Under Salek, a twenty-man junta calling itself the Military Committee for National Recovery (Comité Militaire de Redressement National--CMRN) assumed power. The CMRN was a centrist, moderate, pro-French and pro-Moroccan regime, whose first mandate was to bring peace to Mauritania. The Polisario, which believed Mauritania would withdrew from the war if given the opportunity, declared a unilateral cease-fire, which the CMRN accepted at once.

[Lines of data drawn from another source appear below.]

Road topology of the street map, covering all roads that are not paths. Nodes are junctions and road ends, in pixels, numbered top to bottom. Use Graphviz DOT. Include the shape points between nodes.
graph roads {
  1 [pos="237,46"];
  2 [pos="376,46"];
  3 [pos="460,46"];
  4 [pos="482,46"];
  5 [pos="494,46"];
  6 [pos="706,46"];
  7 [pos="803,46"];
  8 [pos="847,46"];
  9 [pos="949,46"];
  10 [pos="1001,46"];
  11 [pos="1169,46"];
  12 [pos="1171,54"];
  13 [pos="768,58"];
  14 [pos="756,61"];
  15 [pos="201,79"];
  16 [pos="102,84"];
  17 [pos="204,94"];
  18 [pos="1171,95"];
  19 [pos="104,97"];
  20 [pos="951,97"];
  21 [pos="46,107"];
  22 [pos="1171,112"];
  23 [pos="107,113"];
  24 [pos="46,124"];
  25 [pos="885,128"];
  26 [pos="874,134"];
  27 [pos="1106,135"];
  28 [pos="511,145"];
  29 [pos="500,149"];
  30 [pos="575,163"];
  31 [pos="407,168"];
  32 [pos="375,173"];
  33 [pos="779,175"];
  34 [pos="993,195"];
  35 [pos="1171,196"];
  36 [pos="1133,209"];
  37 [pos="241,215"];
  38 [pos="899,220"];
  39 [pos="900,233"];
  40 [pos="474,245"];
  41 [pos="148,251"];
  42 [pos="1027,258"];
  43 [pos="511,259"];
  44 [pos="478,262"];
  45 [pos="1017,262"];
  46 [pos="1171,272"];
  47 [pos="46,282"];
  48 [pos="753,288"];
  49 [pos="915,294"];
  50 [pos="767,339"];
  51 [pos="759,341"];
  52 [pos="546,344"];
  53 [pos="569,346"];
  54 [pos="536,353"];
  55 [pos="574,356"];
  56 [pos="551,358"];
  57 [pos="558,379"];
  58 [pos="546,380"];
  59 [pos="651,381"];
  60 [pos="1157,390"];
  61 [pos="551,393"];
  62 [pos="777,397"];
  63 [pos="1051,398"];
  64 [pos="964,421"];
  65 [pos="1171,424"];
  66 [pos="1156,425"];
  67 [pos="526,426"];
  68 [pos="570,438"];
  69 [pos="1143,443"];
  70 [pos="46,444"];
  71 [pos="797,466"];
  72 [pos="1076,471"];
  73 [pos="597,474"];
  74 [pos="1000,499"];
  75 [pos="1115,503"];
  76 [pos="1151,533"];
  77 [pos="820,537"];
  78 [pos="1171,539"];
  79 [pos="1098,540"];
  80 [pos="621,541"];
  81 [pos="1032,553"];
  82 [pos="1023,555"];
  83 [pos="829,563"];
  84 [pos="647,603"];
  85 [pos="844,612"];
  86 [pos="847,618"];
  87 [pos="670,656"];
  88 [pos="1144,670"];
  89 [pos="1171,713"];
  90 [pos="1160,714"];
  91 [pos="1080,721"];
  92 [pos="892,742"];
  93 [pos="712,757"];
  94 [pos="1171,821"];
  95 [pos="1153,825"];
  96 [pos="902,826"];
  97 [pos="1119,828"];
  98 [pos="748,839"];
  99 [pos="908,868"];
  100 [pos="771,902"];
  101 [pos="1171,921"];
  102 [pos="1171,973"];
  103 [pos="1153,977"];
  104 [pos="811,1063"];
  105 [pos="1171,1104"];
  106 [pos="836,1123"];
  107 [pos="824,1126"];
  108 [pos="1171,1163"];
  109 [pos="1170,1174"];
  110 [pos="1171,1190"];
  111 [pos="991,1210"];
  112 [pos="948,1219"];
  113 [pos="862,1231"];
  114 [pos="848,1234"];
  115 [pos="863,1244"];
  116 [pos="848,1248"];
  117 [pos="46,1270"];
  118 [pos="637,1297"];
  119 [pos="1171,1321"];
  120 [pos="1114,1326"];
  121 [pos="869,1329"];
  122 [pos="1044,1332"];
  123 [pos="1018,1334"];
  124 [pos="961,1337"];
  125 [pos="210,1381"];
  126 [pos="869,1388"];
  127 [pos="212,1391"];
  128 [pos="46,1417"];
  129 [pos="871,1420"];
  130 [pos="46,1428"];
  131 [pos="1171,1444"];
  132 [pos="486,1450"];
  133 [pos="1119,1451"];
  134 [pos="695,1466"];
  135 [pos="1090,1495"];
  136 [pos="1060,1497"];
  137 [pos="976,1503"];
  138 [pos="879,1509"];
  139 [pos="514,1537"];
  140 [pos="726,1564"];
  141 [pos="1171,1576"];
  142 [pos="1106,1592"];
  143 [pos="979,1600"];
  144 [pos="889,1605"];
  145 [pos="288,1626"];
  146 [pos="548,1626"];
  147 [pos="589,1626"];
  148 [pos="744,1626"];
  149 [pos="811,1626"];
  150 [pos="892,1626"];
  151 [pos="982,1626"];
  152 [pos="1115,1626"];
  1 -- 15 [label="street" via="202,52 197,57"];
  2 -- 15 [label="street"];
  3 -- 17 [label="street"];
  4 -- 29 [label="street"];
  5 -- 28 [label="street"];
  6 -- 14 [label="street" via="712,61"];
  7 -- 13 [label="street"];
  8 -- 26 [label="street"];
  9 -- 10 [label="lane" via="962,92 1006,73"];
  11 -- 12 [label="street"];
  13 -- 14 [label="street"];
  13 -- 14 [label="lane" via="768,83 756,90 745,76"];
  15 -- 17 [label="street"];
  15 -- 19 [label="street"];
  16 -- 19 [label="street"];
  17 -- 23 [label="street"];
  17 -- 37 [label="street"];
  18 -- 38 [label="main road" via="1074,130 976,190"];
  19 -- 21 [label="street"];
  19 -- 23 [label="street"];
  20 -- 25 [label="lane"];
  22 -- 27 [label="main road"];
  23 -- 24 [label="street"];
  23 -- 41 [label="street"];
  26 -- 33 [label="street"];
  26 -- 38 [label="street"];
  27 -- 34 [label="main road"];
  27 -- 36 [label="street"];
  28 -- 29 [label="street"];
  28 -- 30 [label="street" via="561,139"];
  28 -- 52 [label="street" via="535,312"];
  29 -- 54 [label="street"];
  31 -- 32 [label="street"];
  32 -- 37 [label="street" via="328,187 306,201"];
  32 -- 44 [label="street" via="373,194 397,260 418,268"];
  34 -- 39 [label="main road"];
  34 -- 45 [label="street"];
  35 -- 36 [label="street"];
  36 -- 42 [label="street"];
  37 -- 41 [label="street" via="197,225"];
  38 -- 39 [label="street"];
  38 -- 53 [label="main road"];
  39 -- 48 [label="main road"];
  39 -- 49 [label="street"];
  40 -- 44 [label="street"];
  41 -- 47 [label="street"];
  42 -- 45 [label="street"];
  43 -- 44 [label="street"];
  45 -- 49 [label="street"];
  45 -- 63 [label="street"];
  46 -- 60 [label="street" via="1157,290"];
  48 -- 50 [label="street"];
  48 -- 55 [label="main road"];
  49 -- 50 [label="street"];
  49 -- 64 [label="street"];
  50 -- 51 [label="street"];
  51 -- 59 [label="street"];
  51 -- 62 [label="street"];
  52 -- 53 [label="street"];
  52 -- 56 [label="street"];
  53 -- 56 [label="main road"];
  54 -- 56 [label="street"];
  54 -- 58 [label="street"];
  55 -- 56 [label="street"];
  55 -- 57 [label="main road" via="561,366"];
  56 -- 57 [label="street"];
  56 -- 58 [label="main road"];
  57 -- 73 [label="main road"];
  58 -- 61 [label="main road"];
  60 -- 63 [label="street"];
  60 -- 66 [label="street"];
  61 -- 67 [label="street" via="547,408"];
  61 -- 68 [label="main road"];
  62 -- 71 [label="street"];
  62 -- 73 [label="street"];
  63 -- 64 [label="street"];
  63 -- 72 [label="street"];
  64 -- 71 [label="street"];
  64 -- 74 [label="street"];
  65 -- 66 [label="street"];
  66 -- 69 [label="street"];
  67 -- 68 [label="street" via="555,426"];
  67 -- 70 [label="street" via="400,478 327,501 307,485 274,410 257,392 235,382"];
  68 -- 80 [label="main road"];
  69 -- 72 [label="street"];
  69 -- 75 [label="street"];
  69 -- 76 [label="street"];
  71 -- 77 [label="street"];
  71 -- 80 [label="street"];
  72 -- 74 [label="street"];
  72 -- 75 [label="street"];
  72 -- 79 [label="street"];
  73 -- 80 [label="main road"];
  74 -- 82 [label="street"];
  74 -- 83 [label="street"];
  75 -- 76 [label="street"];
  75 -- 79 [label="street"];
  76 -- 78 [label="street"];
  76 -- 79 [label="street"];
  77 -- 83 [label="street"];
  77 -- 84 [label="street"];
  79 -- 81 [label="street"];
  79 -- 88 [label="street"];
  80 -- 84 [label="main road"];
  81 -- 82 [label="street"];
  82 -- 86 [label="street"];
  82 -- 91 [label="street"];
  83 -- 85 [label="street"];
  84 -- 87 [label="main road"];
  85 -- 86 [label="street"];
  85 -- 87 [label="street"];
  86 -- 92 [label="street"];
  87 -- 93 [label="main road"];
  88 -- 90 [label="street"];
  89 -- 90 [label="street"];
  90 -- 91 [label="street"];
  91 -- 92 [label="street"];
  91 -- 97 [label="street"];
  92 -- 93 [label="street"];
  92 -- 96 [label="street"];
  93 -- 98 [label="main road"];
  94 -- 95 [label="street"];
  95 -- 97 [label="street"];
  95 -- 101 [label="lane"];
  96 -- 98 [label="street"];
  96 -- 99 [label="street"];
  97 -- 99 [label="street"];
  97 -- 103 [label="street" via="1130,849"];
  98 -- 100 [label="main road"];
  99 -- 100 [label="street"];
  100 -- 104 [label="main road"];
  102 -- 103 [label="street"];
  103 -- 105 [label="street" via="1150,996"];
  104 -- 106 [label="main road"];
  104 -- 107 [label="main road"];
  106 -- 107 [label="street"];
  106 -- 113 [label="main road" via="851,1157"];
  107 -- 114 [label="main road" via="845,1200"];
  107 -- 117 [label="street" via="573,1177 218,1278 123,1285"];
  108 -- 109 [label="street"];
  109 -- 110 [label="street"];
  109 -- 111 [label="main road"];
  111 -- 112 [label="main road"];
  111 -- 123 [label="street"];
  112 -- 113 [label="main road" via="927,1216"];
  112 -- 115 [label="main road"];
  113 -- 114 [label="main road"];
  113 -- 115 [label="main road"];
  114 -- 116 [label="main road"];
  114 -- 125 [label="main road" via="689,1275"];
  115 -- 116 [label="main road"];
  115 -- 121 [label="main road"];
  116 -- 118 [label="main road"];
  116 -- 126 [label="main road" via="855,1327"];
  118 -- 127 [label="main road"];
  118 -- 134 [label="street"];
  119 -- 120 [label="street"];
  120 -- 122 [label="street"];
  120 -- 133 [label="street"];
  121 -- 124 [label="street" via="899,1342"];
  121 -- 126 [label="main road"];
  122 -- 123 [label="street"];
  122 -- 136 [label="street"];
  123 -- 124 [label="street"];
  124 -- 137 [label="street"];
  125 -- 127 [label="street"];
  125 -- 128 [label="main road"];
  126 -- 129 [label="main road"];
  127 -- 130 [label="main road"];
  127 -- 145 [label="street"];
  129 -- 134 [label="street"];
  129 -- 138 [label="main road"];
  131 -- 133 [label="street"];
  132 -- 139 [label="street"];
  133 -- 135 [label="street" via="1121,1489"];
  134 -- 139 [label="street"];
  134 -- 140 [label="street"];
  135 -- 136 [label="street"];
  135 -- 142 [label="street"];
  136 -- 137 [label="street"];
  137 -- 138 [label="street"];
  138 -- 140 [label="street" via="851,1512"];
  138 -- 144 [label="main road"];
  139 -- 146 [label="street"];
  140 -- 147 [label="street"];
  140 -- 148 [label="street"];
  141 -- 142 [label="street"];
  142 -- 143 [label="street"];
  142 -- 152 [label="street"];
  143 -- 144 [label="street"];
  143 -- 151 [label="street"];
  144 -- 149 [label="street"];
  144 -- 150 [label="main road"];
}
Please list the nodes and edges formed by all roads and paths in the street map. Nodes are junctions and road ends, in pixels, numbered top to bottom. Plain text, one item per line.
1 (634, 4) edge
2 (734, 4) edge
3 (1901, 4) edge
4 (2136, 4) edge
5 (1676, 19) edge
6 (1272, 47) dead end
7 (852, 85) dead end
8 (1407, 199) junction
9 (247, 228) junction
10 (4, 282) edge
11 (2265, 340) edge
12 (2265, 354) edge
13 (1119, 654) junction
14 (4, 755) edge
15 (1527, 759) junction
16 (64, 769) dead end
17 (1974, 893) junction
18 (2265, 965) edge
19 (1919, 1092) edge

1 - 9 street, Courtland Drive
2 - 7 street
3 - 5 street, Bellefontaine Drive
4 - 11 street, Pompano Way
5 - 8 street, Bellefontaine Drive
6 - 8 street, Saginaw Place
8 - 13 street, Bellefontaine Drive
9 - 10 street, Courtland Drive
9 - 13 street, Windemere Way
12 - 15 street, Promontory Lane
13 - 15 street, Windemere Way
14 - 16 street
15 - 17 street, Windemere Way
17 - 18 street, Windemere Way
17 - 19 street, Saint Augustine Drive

Salek and the CMRN then directed its collective diplomatic attention to Morocco, whose troops were still thought necessary to protect SNIM operations and thus enable the Mauritanian economy to recover. Following Morocco's lead, the CMRN opposed the creation of a new, independent state in the Western Sahara, although Salek did not rule out the possibility of a federated state with limited autonomy. In the meantime, while Polisario guerrillas and Moroccan troops continued to fight, the Mauritanian Army withdrew from active participation in the war, although the CMRN was constrained from signing a peace treaty in order to placate Morocco. Within a short time, however, Polisario leaders had become increasingly impatient with Mauritania's inability to make a conclusive commitment to peace, and in April 1979 they demanded the evacuation of Mauritanian troops from Tiris al Gharbiyya as a precondition for further talks.